### Available data ###

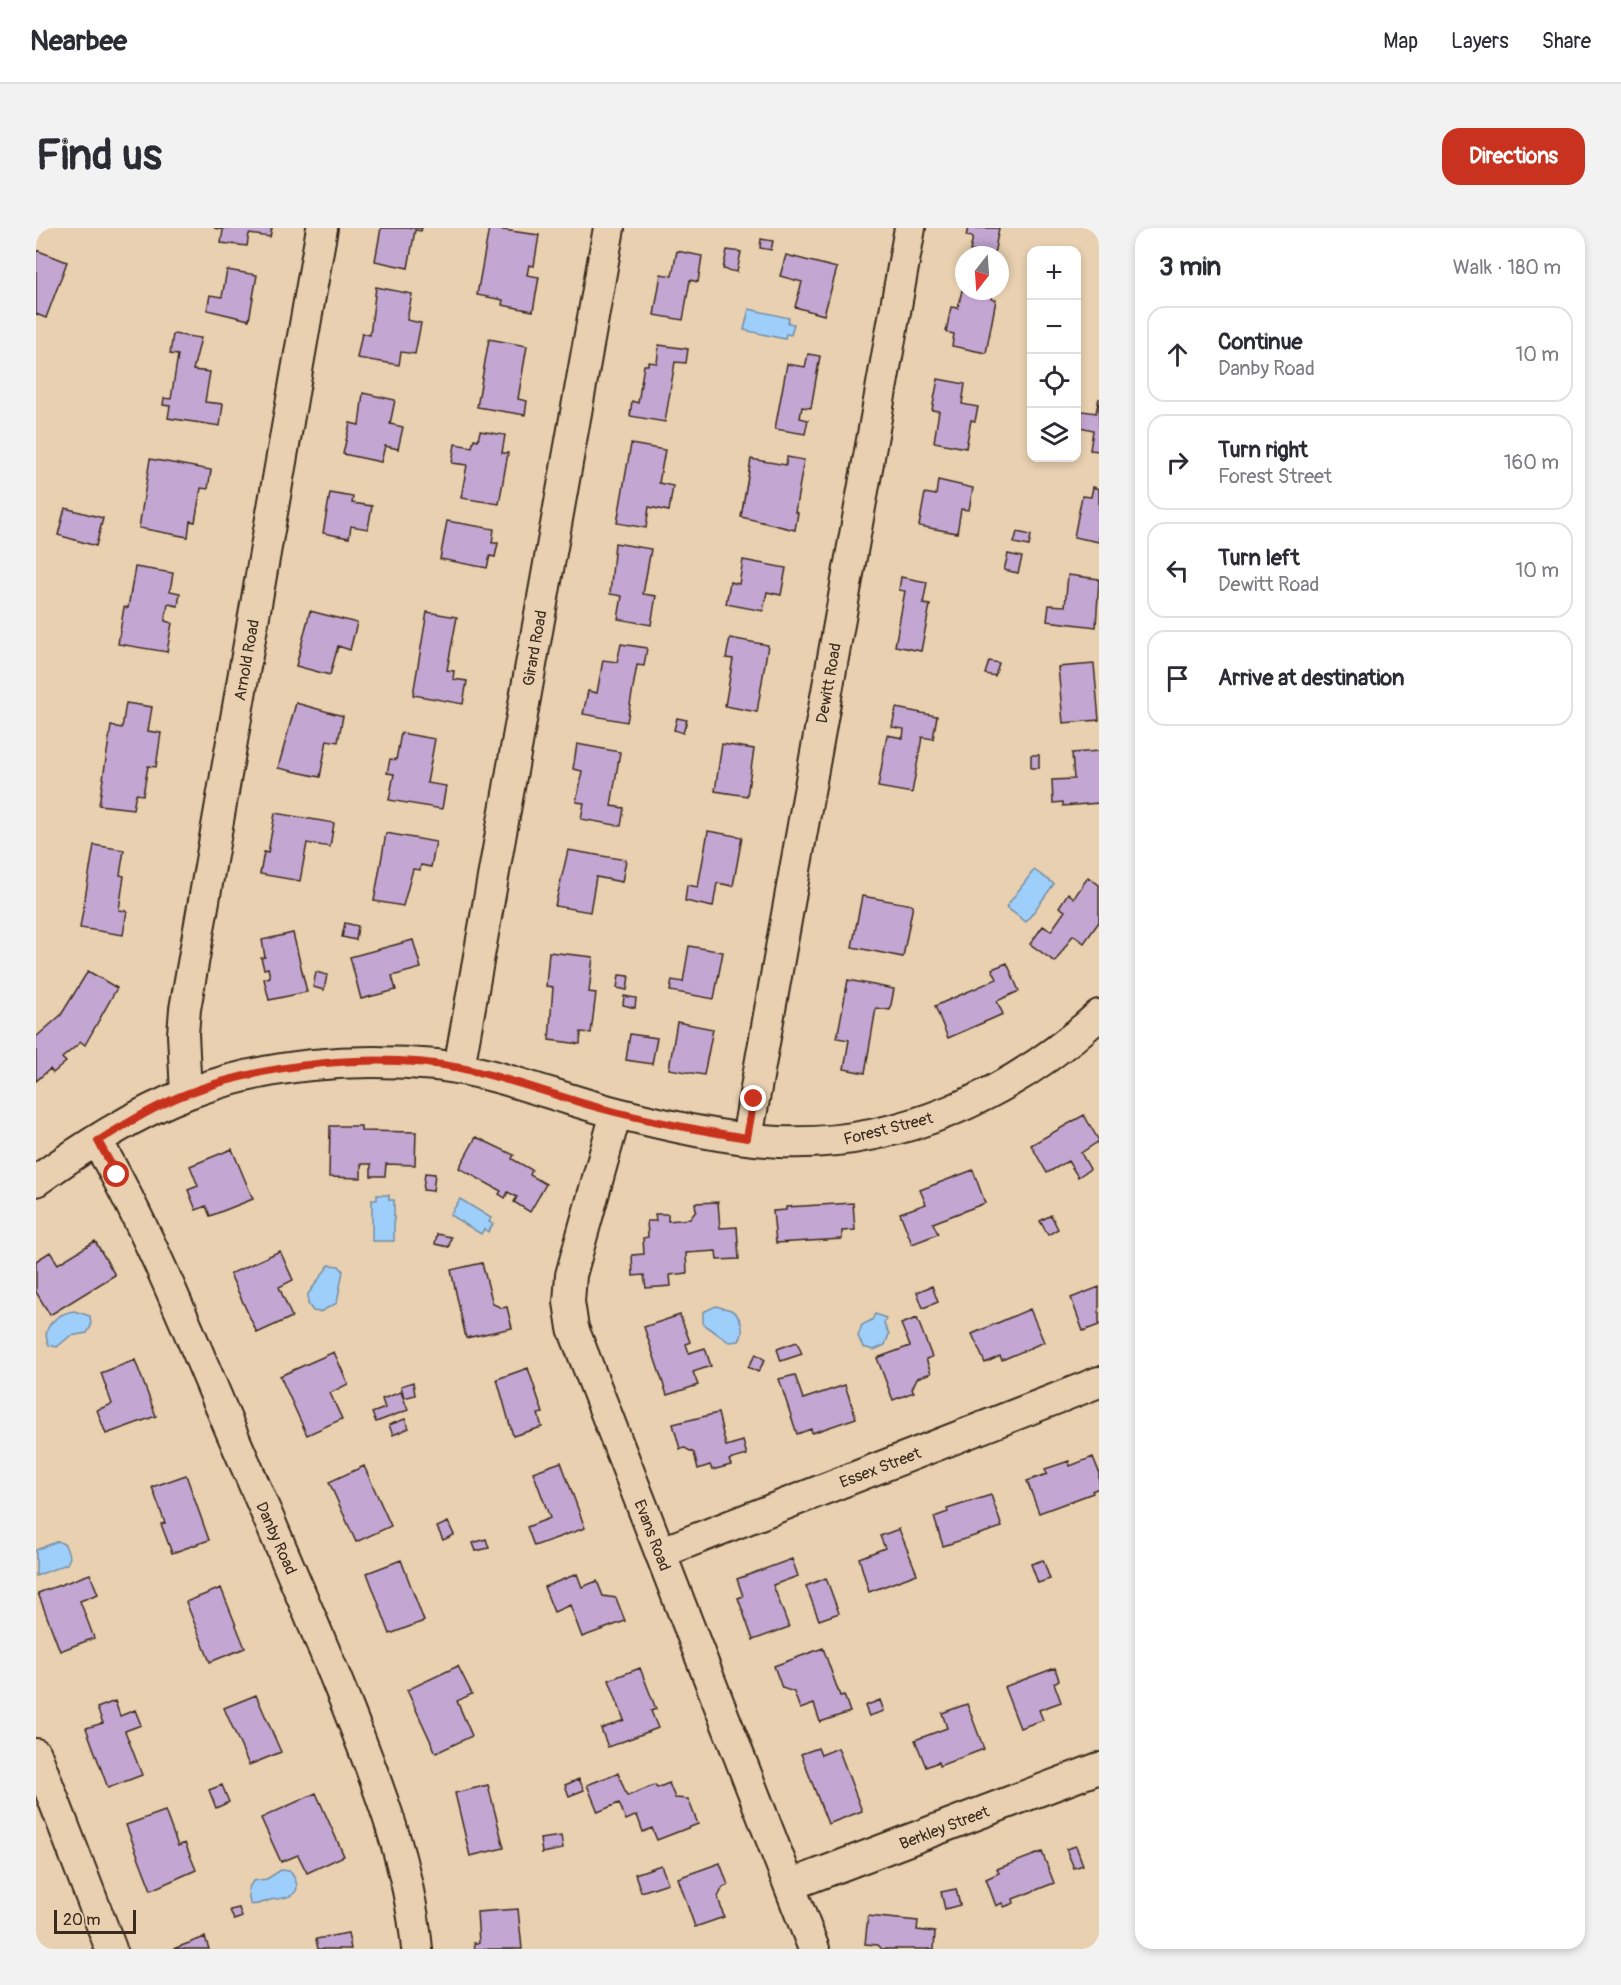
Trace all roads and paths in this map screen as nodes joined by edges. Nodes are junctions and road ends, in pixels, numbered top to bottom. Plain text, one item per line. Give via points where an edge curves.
1 (321, 228) edge
2 (609, 228) edge
3 (910, 228) edge
4 (1099, 1015) edge
5 (459, 1068) junction
6 (186, 1094) junction
7 (616, 1113) junction
8 (747, 1138) junction
9 (98, 1141) junction
10 (36, 1181) edge
11 (1099, 1382) edge
12 (660, 1553) junction
13 (36, 1754) edge
14 (1099, 1768) edge
15 (790, 1885) junction
16 (111, 1949) edge
17 (417, 1949) edge
18 (814, 1949) edge

1 - 6 street, Arnold Road via 185,1009
2 - 5 street, Girard Road
3 - 8 street, Dewitt Road
4 - 8 street, Forest Street via 1032,1069 950,1112 890,1130 832,1141
5 - 6 street, Forest Street via 383,1062 315,1065 233,1079
5 - 7 street, Forest Street
6 - 9 street, Forest Street
7 - 8 street, Forest Street
7 - 12 street, Evans Road via 573,1262 569,1302 577,1341
9 - 10 street, Forest Street
9 - 17 street, Danby Road via 176,1307 309,1613 376,1780 402,1864
11 - 12 street, Essex Street
12 - 15 street, Evans Road
13 - 16 street
14 - 15 street, Berkley Street
15 - 18 street, Evans Road

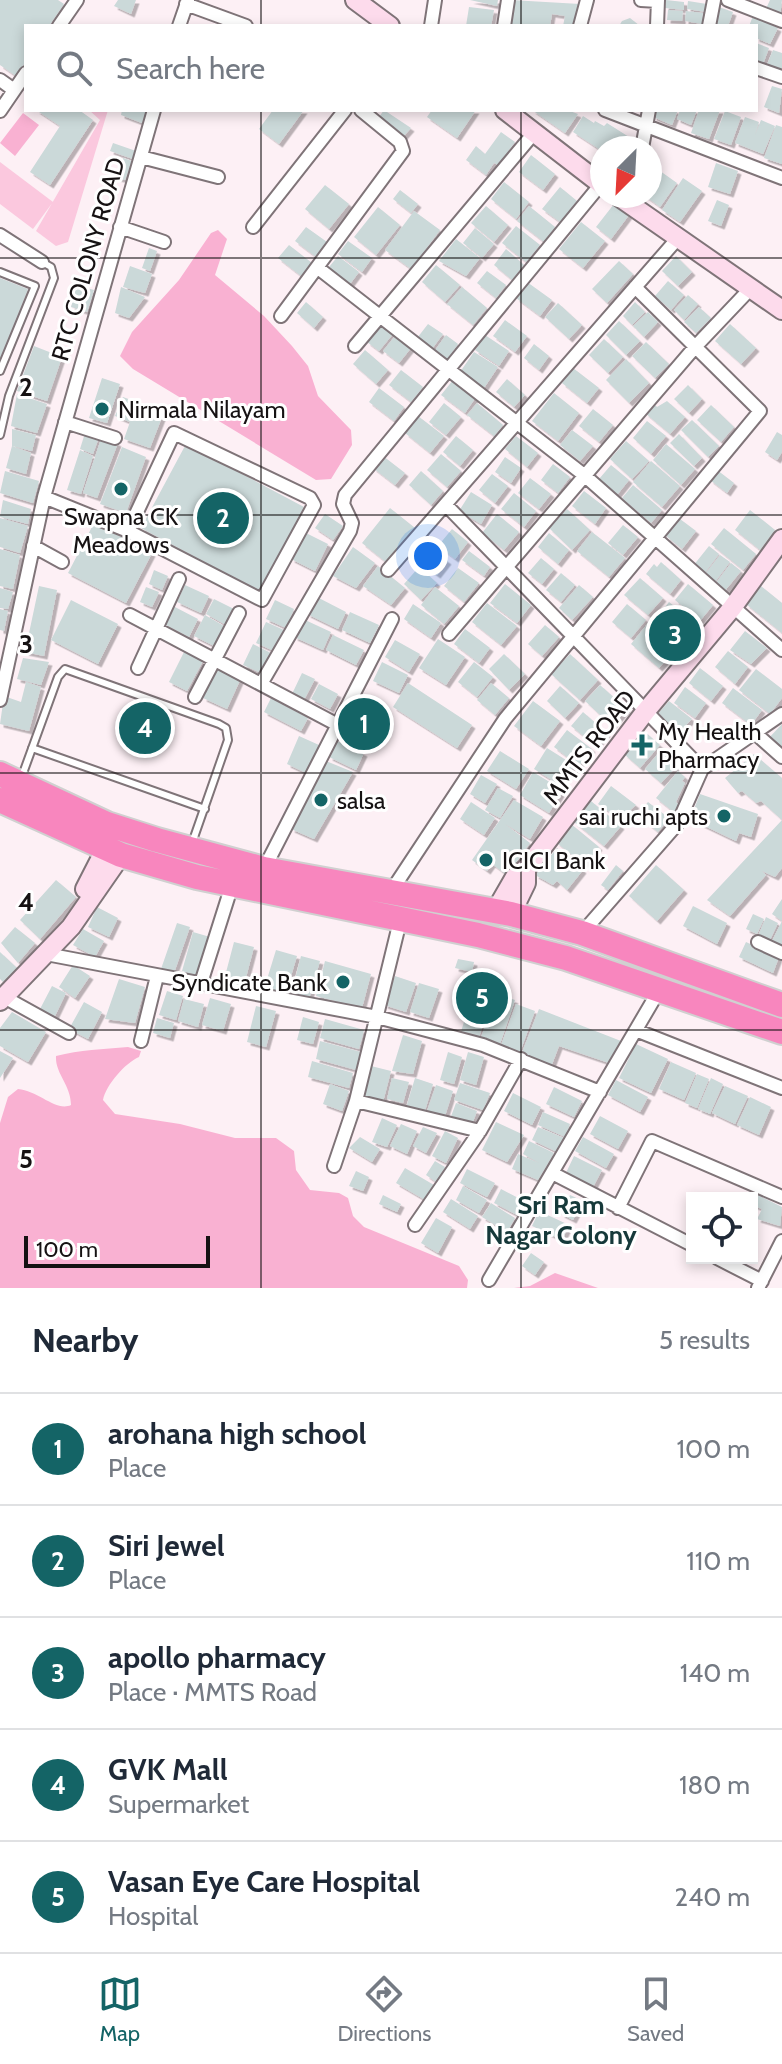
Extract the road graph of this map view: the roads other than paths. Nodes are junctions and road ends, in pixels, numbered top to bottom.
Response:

###

Work request: Copy all the lines of data exactly as they appear, dropping any images.

Result of the exercise:
Trace all roads and paths in this map screen as nodes joined by edges. Nodes are junctions and road ends, in pixels, numbered top to bottom. Plain text, one item per line. Give via points where an edge curves.
1 (321, 228) edge
2 (609, 228) edge
3 (910, 228) edge
4 (1099, 1015) edge
5 (459, 1068) junction
6 (186, 1094) junction
7 (616, 1113) junction
8 (747, 1138) junction
9 (98, 1141) junction
10 (36, 1181) edge
11 (1099, 1382) edge
12 (660, 1553) junction
13 (36, 1754) edge
14 (1099, 1768) edge
15 (790, 1885) junction
16 (111, 1949) edge
17 (417, 1949) edge
18 (814, 1949) edge

1 - 6 street, Arnold Road via 185,1009
2 - 5 street, Girard Road
3 - 8 street, Dewitt Road
4 - 8 street, Forest Street via 1032,1069 950,1112 890,1130 832,1141
5 - 6 street, Forest Street via 383,1062 315,1065 233,1079
5 - 7 street, Forest Street
6 - 9 street, Forest Street
7 - 8 street, Forest Street
7 - 12 street, Evans Road via 573,1262 569,1302 577,1341
9 - 10 street, Forest Street
9 - 17 street, Danby Road via 176,1307 309,1613 376,1780 402,1864
11 - 12 street, Essex Street
12 - 15 street, Evans Road
13 - 16 street
14 - 15 street, Berkley Street
15 - 18 street, Evans Road

Extract the road graph of this map view: the roads other than paths. Nodes are junctions and road ends, in pixels, numbered top to bottom.
Response:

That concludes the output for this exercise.